女性客達は「服」に歴史や理屈・うんちくや能書きを必要としていない。したがって女性客にトラディショナルを売るのは大変なのである。(・・・キムタクも着ているんですよ。カワイーイ、よくお似合いですよ、と言えば簡単に売れるのに・・・・・。)
「カワイーイ」・「似合う、似合わない」論は理解に苦しむ。服は顔に合わせる物ではない。
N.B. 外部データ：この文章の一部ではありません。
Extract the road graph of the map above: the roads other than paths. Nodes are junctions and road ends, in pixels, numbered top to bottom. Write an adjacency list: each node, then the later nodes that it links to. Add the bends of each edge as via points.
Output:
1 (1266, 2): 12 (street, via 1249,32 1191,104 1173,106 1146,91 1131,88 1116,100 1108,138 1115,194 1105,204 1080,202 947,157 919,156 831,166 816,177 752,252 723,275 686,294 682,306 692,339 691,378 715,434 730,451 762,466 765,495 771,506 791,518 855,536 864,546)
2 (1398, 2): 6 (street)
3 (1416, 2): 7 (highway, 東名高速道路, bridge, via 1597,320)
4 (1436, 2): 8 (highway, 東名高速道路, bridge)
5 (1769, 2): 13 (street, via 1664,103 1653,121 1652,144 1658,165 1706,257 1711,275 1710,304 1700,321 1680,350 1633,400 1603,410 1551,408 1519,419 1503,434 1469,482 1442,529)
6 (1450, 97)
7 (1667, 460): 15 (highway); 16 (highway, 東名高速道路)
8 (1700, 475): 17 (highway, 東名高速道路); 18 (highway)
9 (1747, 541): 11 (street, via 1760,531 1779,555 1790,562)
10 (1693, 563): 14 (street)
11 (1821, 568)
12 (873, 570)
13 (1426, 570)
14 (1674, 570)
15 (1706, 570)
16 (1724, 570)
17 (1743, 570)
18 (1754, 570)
そもそも“かわいい”とか“似合う”と言う言葉の意味合いが私達と違うらしい。
何にせよ、ファッションというものは、自分に服を合わせる、もしくは服に自分を合わせるものであり、自然に似合うなんて、そんな簡単なものじゃないのである。
男は自分の身の程を表現する服を選ぶが、女は自分を身の程以上の別物に見せようとする。
これは仮装であり詐欺である。質実剛健・温故知新の世界などとは全く無縁である。
(・・・ここでお断りしておきますが、トラッドとは決して女性を蔑視したり、差別したりするものではありません。むしろジェントルマンの精神でこよなく大切にし、尊敬するものであります。ここでは価値感の違いを書いております。)
だから役にも立たないアンティークや昔の思い出の品などを、後生大事に持っているような男の趣味や能書きは、現実的な女性にはなかなか理解してもらえないのである。
したがって、Kentは「女性には、トラッドはわからない。」
「女にスーツを選ばせる奴は出世しない」とまで主張した。・・・「Kent for Women」は絶対に作らなかったのである。